"If I stay at a shelter, who will care for my animals?" said Adi Wiyono, 45. "I am afraid, but they are the source of my life, my family depends on them."
Supriyatun, 30, agreed, saying she had no choice but to go back.
"I must milk my goats and sell it to survive," she said.
Indonesia's most dangerous mountain has been venting steam and debris for more than a month, and on Thursday spit billowing gray clouds of hot ash 3 1/2 miles down the slope, the largest burst yet.
The volcano appeared calmer Friday, though a local monitoring station tallied 63 lava bursts and nine small gas emissions. Ash continued to rain on villages, covering crops and rooftops in a thin layer of gray soot, the official Antara news agency reported.
Merapi's lava dome has swelled, raising concerns that it could suddenly collapse and send scalding clouds of fast-moving gas, rocks and debris into still-populated areas.

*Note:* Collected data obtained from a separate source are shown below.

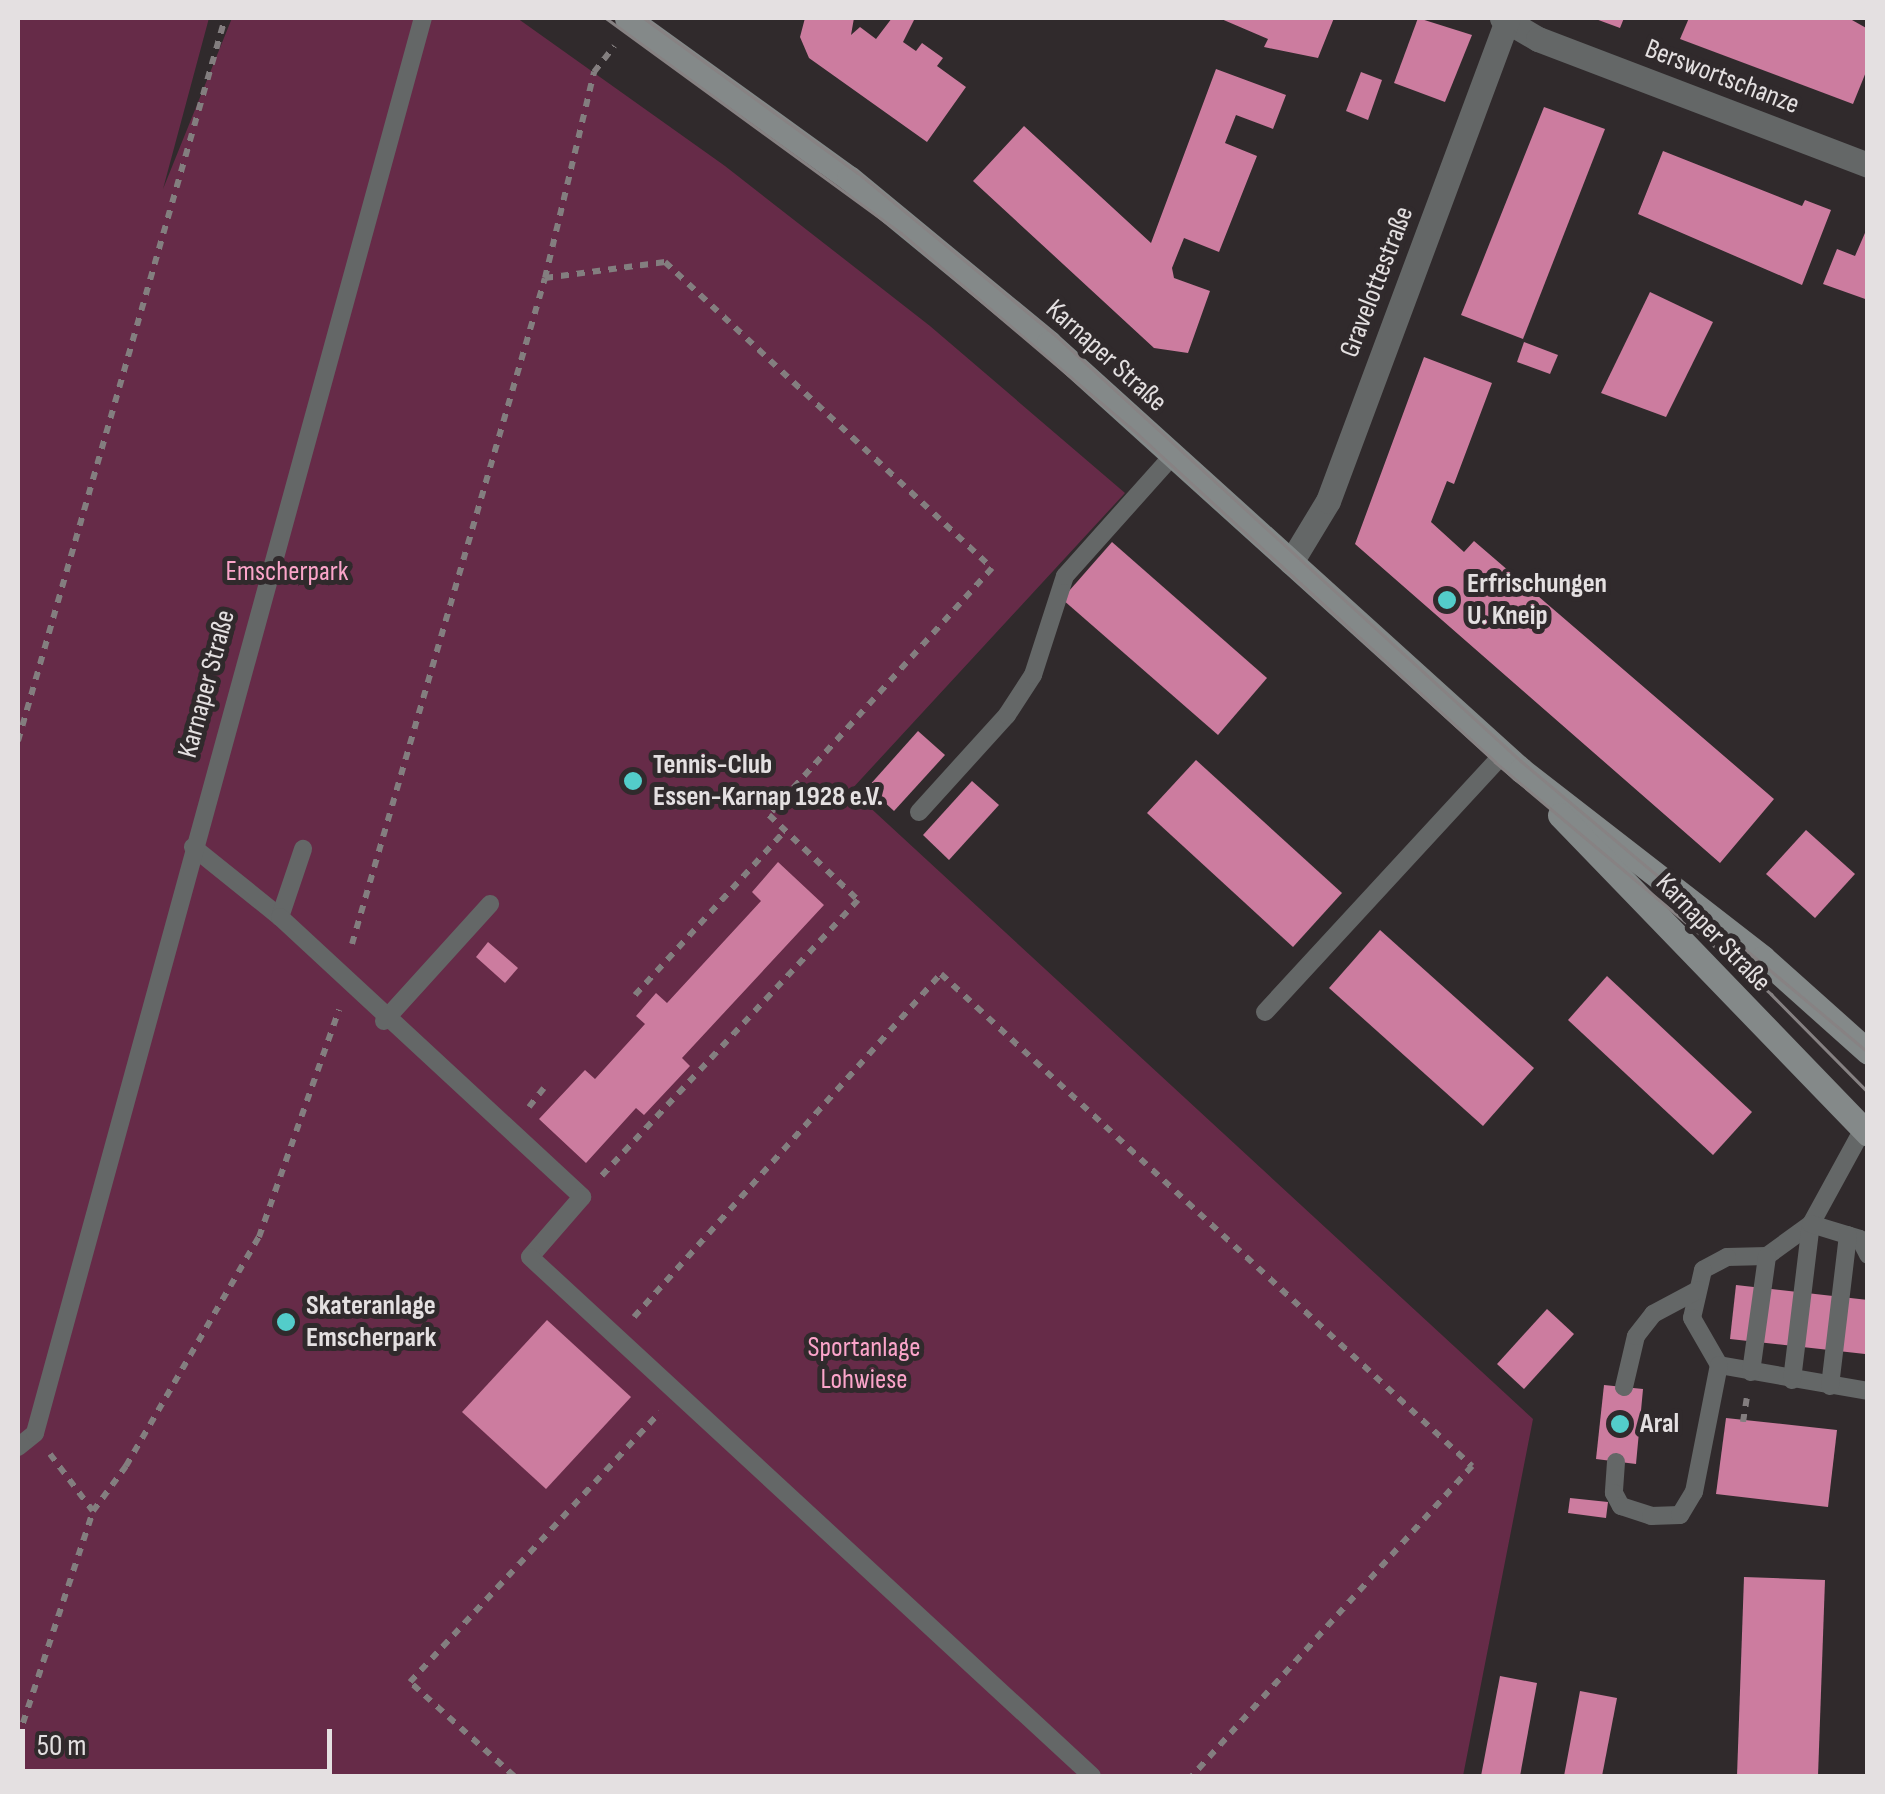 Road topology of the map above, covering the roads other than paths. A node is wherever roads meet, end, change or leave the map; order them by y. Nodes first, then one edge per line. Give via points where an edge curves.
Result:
1 (422, 18) edge
2 (632, 19) edge
3 (1506, 19) edge
4 (1868, 165) edge
5 (1173, 455) junction
6 (1291, 562) junction
7 (1512, 762) junction
8 (919, 812) dead end
9 (193, 847) junction
10 (303, 849) dead end
11 (490, 904) dead end
12 (280, 918) junction
13 (1265, 1012) dead end
14 (384, 1021) junction
15 (1868, 1052) edge
16 (1865, 1131) edge
17 (1811, 1224) junction
18 (1848, 1235) junction
19 (1767, 1256) junction
20 (1868, 1256) edge
21 (1698, 1290) junction
22 (1719, 1365) junction
23 (1751, 1372) junction
24 (1792, 1380) junction
25 (1830, 1386) junction
26 (1624, 1387) dead end
27 (1868, 1392) edge
28 (18, 1447) edge
29 (1616, 1462) dead end
30 (1092, 1776) edge

1 - 9 lane, Karnaper Straße
2 - 5 main road, Karnaper Straße via 849,178
3 - 4 street, Berswortschanze via 1538,39
3 - 6 street, Gravelottestraße via 1328,501
5 - 6 main road, Karnaper Straße
5 - 8 lane via 1064,576 1033,675 1007,715
6 - 7 main road, Karnaper Straße
7 - 13 lane
7 - 15 main road, Karnaper Straße via 1764,958
7 - 16 main road, Karnaper Straße
9 - 12 lane
9 - 28 lane, Karnaper Straße via 35,1433
10 - 12 lane
11 - 14 lane
12 - 14 lane
14 - 30 lane via 582,1197 530,1256
16 - 17 lane
17 - 18 lane
17 - 19 lane
17 - 24 lane
18 - 20 lane via 1860,1239
18 - 25 lane
19 - 21 lane via 1727,1257 1703,1270
19 - 23 lane
21 - 22 lane via 1692,1318
21 - 26 lane via 1654,1314 1636,1336
22 - 23 lane
22 - 29 lane via 1694,1492 1680,1514 1651,1516 1621,1506 1614,1493
23 - 24 lane
24 - 25 lane
25 - 27 lane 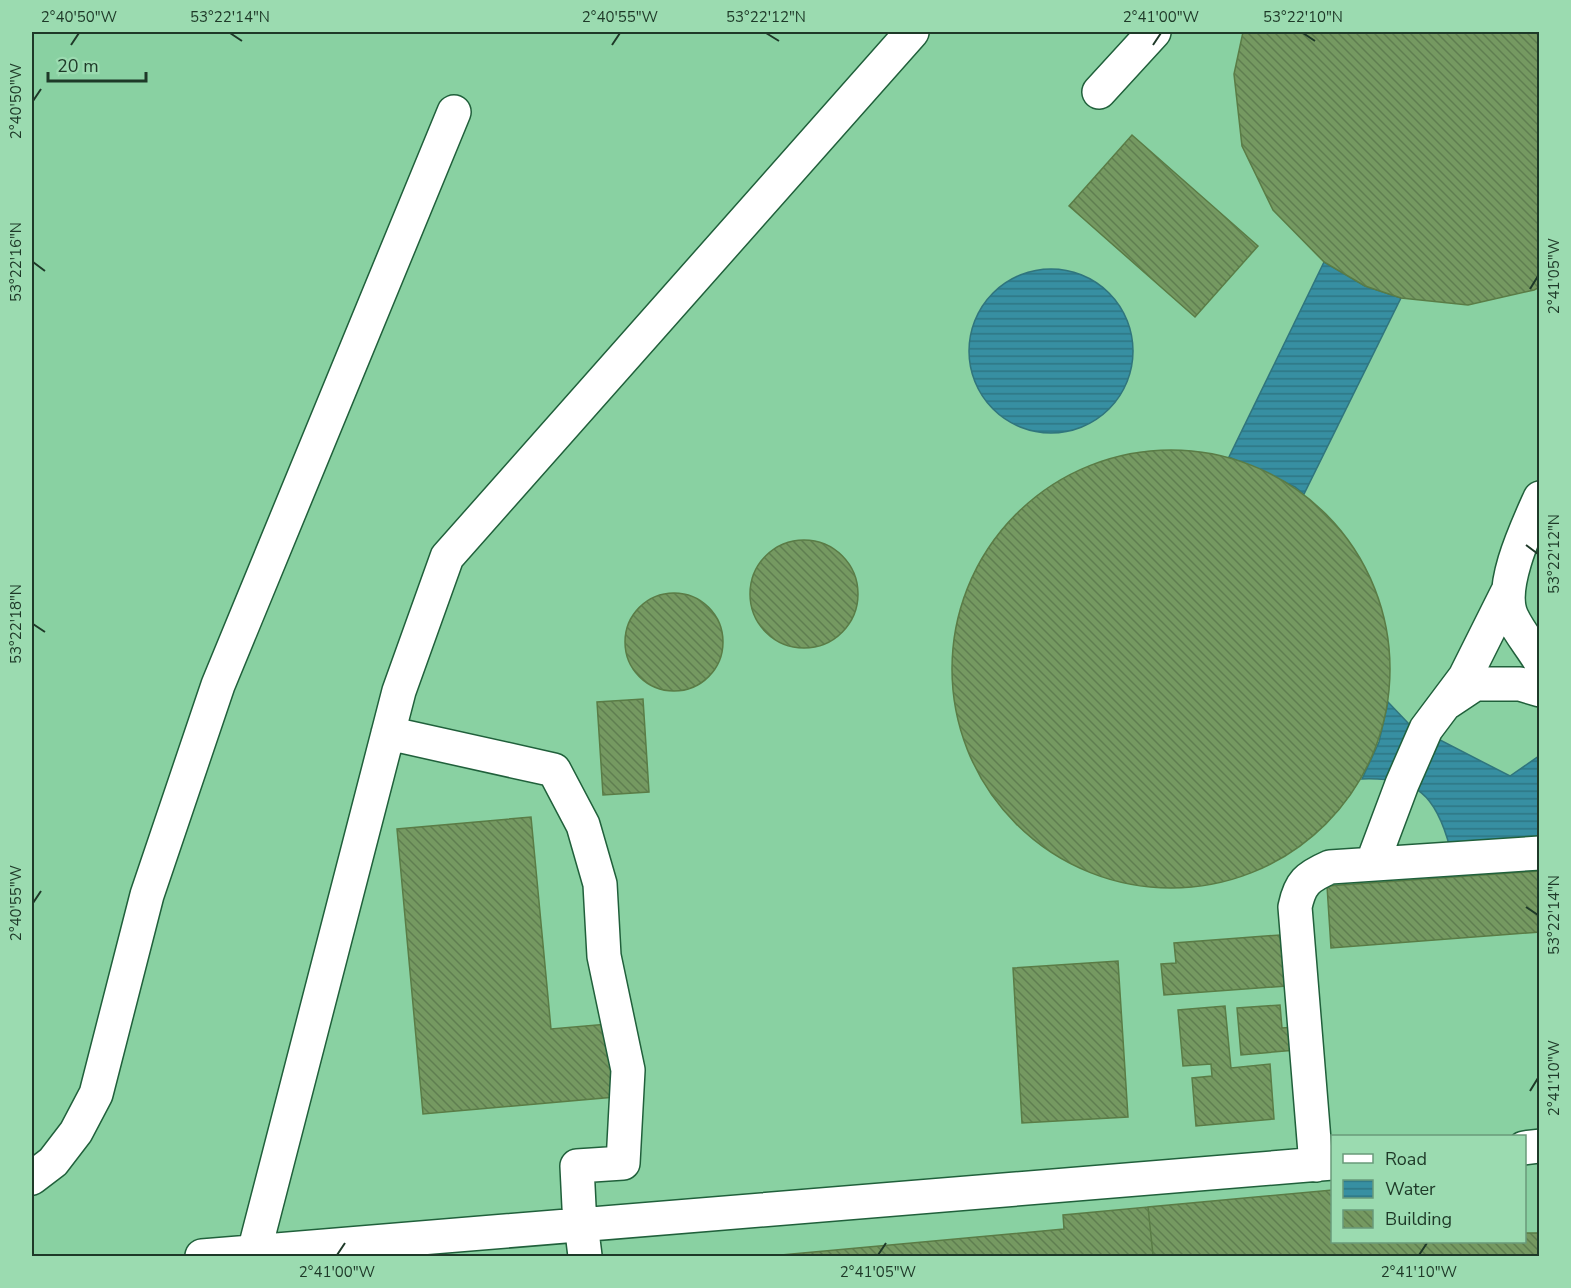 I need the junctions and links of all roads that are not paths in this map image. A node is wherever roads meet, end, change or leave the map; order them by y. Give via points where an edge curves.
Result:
1 (912, 32) edge
2 (1138, 37) edge
3 (1099, 92) dead end
4 (454, 112) dead end
5 (1539, 498) edge
6 (1507, 593) junction
7 (1539, 660) edge
8 (1539, 690) edge
9 (1446, 704) junction
10 (388, 733) junction
11 (1539, 853) edge
12 (1372, 864) junction
13 (1324, 1164) edge
14 (32, 1178) edge
15 (583, 1241) edge
16 (253, 1254) edge
17 (202, 1257) edge

1 - 10 lane via 447,557
2 - 3 lane
4 - 14 lane via 218,685 147,895 96,1094 76,1132 53,1162
5 - 6 lane via 1522,538
6 - 7 lane via 1511,616
6 - 9 lane via 1465,676
8 - 9 lane via 1520,684 1475,684
9 - 12 lane via 1426,729
10 - 15 lane via 554,770 583,825 600,884 604,956 628,1070 622,1163 577,1166
10 - 16 lane
11 - 12 lane
12 - 13 lane via 1330,867 1312,874 1299,889 1295,907
13 - 15 lane
15 - 16 lane
16 - 17 lane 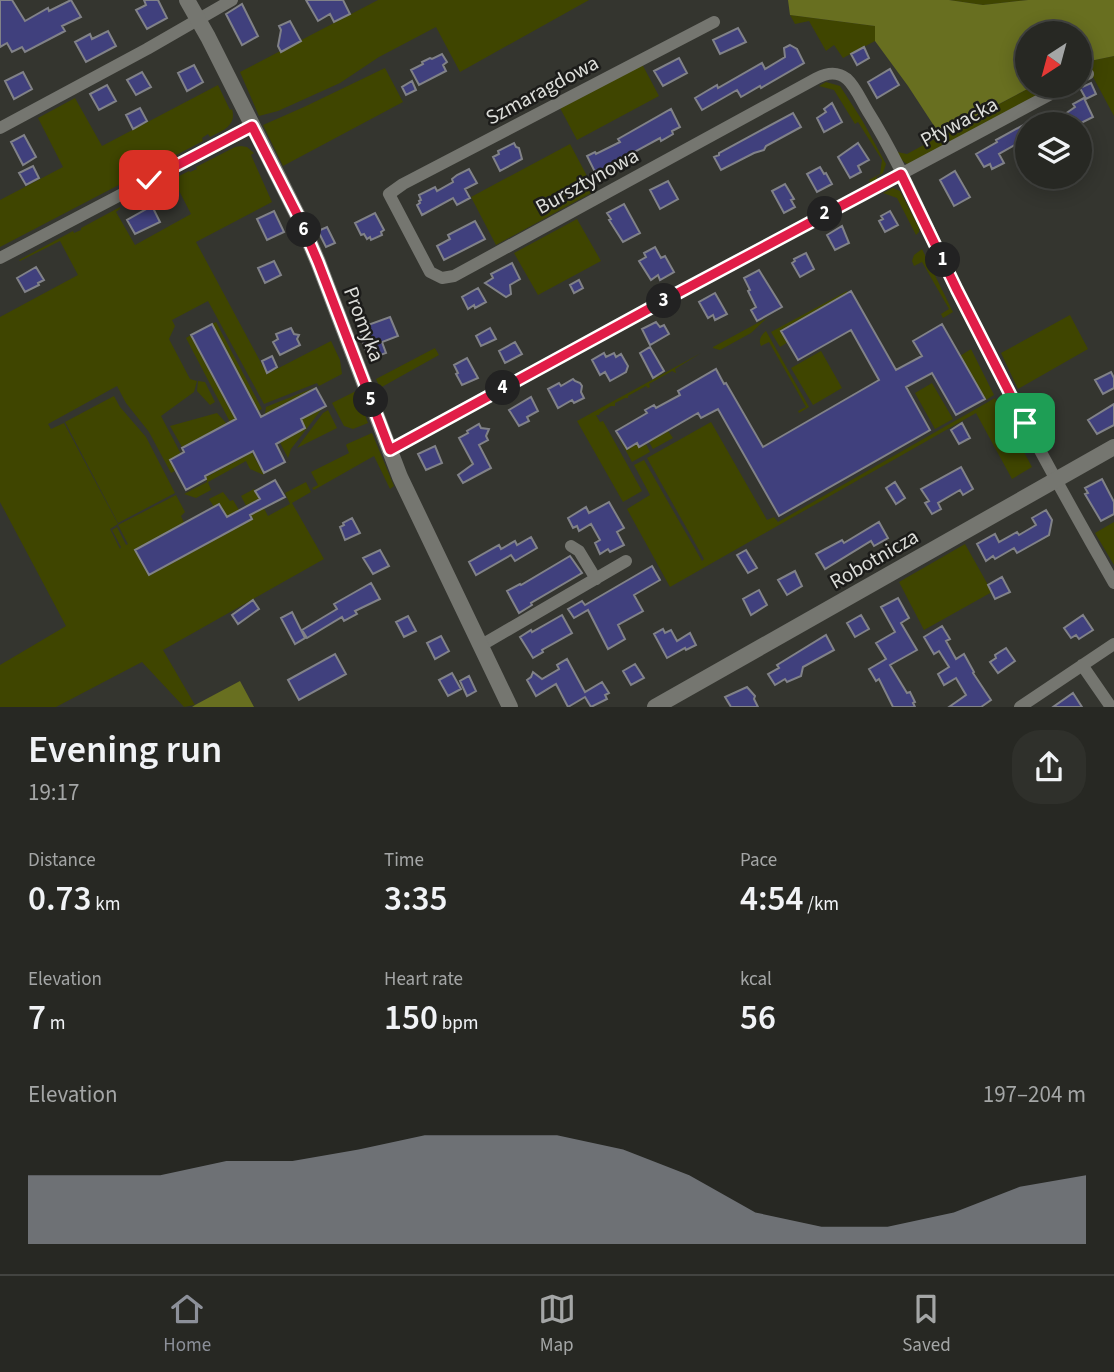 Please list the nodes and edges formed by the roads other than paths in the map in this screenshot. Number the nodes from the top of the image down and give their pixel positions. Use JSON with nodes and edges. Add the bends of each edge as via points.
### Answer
{"nodes":[{"id":1,"x":187,"y":0,"type":"edge"},
{"id":2,"x":232,"y":0,"type":"edge"},
{"id":3,"x":198,"y":18,"type":"junction"},
{"id":4,"x":714,"y":22,"type":"dead end"},
{"id":5,"x":1044,"y":98,"type":"edge"},
{"id":6,"x":252,"y":126,"type":"junction"},
{"id":7,"x":0,"y":128,"type":"edge"},
{"id":8,"x":901,"y":174,"type":"junction"},
{"id":9,"x":389,"y":194,"type":"joint"},
{"id":10,"x":0,"y":258,"type":"edge"},
{"id":11,"x":1114,"y":447,"type":"edge"},
{"id":12,"x":390,"y":450,"type":"junction"},
{"id":13,"x":1055,"y":480,"type":"junction"},
{"id":14,"x":571,"y":546,"type":"dead end"},
{"id":15,"x":626,"y":561,"type":"dead end"},
{"id":16,"x":596,"y":579,"type":"junction"},
{"id":17,"x":1114,"y":583,"type":"edge"},
{"id":18,"x":1114,"y":644,"type":"edge"},
{"id":19,"x":480,"y":646,"type":"junction"},
{"id":20,"x":1082,"y":665,"type":"junction"},
{"id":21,"x":510,"y":707,"type":"edge"},
{"id":22,"x":655,"y":707,"type":"edge"},
{"id":23,"x":1020,"y":707,"type":"edge"},
{"id":24,"x":1111,"y":707,"type":"edge"}],
"edges":[{"from":1,"to":3,"type":"street","name":"Promyka"},
{"from":2,"to":3,"type":"street"},
{"from":3,"to":6,"type":"street","name":"Promyka"},
{"from":3,"to":7,"type":"street"},
{"from":4,"to":9,"type":"street","name":"Szmaragdowa"},
{"from":5,"to":8,"type":"street","name":"Pływacka"},
{"from":6,"to":10,"type":"street"},
{"from":6,"to":12,"type":"street","name":"Promyka","via":[[318,262]]},
{"from":8,"to":9,"type":"street","name":"Bursztynowa","via":[[850,82],[829,74],[448,278],[430,272]]},
{"from":8,"to":12,"type":"street","name":"Pływacka"},
{"from":8,"to":13,"type":"street"},
{"from":11,"to":13,"type":"street","name":"Robotnicza"},
{"from":12,"to":19,"type":"street","name":"Promyka"},
{"from":13,"to":17,"type":"street"},
{"from":13,"to":22,"type":"street","name":"Robotnicza"},
{"from":14,"to":16,"type":"street"},
{"from":15,"to":16,"type":"street"},
{"from":16,"to":19,"type":"street"},
{"from":18,"to":20,"type":"street"},
{"from":19,"to":21,"type":"street","name":"Promyka"},
{"from":20,"to":23,"type":"street"},
{"from":20,"to":24,"type":"street"}]}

Hundreds of aftershocks, including a 3.5-magnitude temblor Friday, added to those worries.
"The trend seems to be that the volcanic activity is increasing," said Dr. Antonius Ratdomopurbo, an Indonesian volcanologist who monitors the peak. He added, though, there "is no reason for people to be overly concerned" at present.
Some scientists say a massive May 27 earthquake that killed more than 5,700 people in an area 25 miles south of Merapi may have contributed to the restive mountain's volatility in recent weeks.